[Material provided]
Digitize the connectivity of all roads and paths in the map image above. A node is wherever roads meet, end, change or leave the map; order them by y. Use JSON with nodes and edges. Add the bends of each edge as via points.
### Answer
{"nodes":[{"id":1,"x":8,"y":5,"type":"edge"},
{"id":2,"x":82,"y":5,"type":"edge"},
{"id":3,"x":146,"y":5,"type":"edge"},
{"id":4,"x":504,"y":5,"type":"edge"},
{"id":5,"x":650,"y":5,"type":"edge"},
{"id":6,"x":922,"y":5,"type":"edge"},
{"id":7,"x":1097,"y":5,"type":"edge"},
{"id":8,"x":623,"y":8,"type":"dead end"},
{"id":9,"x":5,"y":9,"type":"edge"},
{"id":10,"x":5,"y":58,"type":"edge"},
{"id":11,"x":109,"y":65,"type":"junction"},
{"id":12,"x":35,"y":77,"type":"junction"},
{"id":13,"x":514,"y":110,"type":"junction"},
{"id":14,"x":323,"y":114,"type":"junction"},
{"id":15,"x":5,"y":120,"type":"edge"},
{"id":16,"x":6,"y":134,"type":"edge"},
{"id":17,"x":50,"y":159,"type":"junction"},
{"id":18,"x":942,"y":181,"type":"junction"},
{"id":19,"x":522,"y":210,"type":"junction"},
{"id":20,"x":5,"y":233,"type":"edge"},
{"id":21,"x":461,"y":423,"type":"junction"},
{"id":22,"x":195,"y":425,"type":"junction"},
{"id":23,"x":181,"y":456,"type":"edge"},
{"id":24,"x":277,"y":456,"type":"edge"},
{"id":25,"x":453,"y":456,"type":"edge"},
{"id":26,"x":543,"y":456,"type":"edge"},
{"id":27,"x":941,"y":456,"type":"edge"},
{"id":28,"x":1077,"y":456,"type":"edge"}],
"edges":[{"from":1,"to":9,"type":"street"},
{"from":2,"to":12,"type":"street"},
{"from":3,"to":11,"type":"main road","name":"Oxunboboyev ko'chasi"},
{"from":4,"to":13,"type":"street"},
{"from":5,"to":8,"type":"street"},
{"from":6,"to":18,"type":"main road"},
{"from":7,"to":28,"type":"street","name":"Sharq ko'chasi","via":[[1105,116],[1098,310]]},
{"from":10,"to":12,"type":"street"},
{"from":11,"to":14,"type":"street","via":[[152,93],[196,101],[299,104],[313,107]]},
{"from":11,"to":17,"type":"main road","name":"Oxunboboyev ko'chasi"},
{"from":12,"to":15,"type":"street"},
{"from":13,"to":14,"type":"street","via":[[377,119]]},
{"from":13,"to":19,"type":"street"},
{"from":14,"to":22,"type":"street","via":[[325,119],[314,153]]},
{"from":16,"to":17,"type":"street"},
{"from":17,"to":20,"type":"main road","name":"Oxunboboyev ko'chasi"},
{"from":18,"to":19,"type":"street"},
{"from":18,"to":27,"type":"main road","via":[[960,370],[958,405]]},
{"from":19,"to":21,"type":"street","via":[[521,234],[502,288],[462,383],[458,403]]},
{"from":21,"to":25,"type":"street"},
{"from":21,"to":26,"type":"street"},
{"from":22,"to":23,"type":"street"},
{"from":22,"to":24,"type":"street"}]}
[/Material provided]
• Required work:
Restate the records above exactly.

• Answer to the exercise:
Digitize the connectivity of all roads and paths in the map image above. A node is wherever roads meet, end, change or leave the map; order them by y. Use JSON with nodes and edges. Add the bends of each edge as via points.
### Answer
{"nodes":[{"id":1,"x":8,"y":5,"type":"edge"},
{"id":2,"x":82,"y":5,"type":"edge"},
{"id":3,"x":146,"y":5,"type":"edge"},
{"id":4,"x":504,"y":5,"type":"edge"},
{"id":5,"x":650,"y":5,"type":"edge"},
{"id":6,"x":922,"y":5,"type":"edge"},
{"id":7,"x":1097,"y":5,"type":"edge"},
{"id":8,"x":623,"y":8,"type":"dead end"},
{"id":9,"x":5,"y":9,"type":"edge"},
{"id":10,"x":5,"y":58,"type":"edge"},
{"id":11,"x":109,"y":65,"type":"junction"},
{"id":12,"x":35,"y":77,"type":"junction"},
{"id":13,"x":514,"y":110,"type":"junction"},
{"id":14,"x":323,"y":114,"type":"junction"},
{"id":15,"x":5,"y":120,"type":"edge"},
{"id":16,"x":6,"y":134,"type":"edge"},
{"id":17,"x":50,"y":159,"type":"junction"},
{"id":18,"x":942,"y":181,"type":"junction"},
{"id":19,"x":522,"y":210,"type":"junction"},
{"id":20,"x":5,"y":233,"type":"edge"},
{"id":21,"x":461,"y":423,"type":"junction"},
{"id":22,"x":195,"y":425,"type":"junction"},
{"id":23,"x":181,"y":456,"type":"edge"},
{"id":24,"x":277,"y":456,"type":"edge"},
{"id":25,"x":453,"y":456,"type":"edge"},
{"id":26,"x":543,"y":456,"type":"edge"},
{"id":27,"x":941,"y":456,"type":"edge"},
{"id":28,"x":1077,"y":456,"type":"edge"}],
"edges":[{"from":1,"to":9,"type":"street"},
{"from":2,"to":12,"type":"street"},
{"from":3,"to":11,"type":"main road","name":"Oxunboboyev ko'chasi"},
{"from":4,"to":13,"type":"street"},
{"from":5,"to":8,"type":"street"},
{"from":6,"to":18,"type":"main road"},
{"from":7,"to":28,"type":"street","name":"Sharq ko'chasi","via":[[1105,116],[1098,310]]},
{"from":10,"to":12,"type":"street"},
{"from":11,"to":14,"type":"street","via":[[152,93],[196,101],[299,104],[313,107]]},
{"from":11,"to":17,"type":"main road","name":"Oxunboboyev ko'chasi"},
{"from":12,"to":15,"type":"street"},
{"from":13,"to":14,"type":"street","via":[[377,119]]},
{"from":13,"to":19,"type":"street"},
{"from":14,"to":22,"type":"street","via":[[325,119],[314,153]]},
{"from":16,"to":17,"type":"street"},
{"from":17,"to":20,"type":"main road","name":"Oxunboboyev ko'chasi"},
{"from":18,"to":19,"type":"street"},
{"from":18,"to":27,"type":"main road","via":[[960,370],[958,405]]},
{"from":19,"to":21,"type":"street","via":[[521,234],[502,288],[462,383],[458,403]]},
{"from":21,"to":25,"type":"street"},
{"from":21,"to":26,"type":"street"},
{"from":22,"to":23,"type":"street"},
{"from":22,"to":24,"type":"street"}]}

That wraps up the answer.